## EXERCISE
Pull every line that holds the word "lane" from the entries.
◆ ◆ ◆
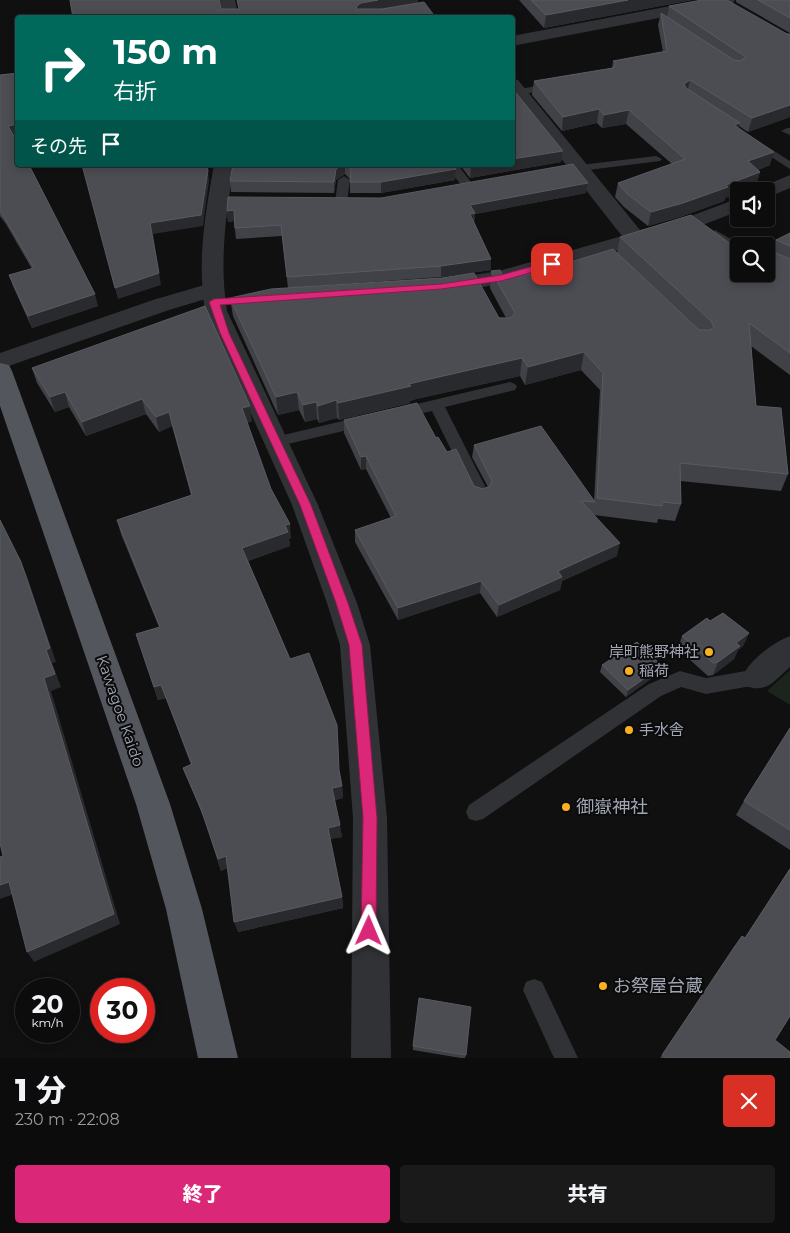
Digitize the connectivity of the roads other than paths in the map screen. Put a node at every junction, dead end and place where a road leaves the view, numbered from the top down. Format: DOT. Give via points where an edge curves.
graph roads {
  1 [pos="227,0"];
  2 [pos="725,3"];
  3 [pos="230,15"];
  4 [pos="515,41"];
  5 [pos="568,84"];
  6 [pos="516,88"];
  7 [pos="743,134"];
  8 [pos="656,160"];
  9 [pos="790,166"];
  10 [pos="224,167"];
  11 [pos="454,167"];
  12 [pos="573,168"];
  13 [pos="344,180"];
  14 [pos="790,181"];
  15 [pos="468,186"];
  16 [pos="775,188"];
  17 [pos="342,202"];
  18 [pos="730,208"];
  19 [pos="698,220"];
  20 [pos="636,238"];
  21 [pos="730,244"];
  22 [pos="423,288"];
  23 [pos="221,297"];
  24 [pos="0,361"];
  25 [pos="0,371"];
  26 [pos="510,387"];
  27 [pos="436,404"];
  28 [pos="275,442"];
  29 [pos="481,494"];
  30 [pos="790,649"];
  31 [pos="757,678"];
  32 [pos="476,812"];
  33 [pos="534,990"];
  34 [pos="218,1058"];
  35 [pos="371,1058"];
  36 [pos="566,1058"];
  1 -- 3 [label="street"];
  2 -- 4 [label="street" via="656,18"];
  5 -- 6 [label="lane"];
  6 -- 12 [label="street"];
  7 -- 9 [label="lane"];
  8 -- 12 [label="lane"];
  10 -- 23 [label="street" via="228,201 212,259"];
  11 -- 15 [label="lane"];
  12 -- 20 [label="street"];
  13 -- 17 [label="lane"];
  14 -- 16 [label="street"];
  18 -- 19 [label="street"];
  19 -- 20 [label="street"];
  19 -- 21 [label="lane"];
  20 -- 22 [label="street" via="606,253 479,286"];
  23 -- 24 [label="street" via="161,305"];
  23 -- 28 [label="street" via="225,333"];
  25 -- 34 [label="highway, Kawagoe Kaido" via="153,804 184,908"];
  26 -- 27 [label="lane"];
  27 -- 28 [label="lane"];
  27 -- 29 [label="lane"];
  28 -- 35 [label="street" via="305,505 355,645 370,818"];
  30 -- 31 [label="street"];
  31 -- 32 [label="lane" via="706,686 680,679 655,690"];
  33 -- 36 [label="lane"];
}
◆ ◆ ◆
## SOLUTION TO THIS PROBLEM
  5 -- 6 [label="lane"];
  7 -- 9 [label="lane"];
  8 -- 12 [label="lane"];
  11 -- 15 [label="lane"];
  13 -- 17 [label="lane"];
  19 -- 21 [label="lane"];
  26 -- 27 [label="lane"];
  27 -- 28 [label="lane"];
  27 -- 29 [label="lane"];
  31 -- 32 [label="lane" via="706,686 680,679 655,690"];
  33 -- 36 [label="lane"];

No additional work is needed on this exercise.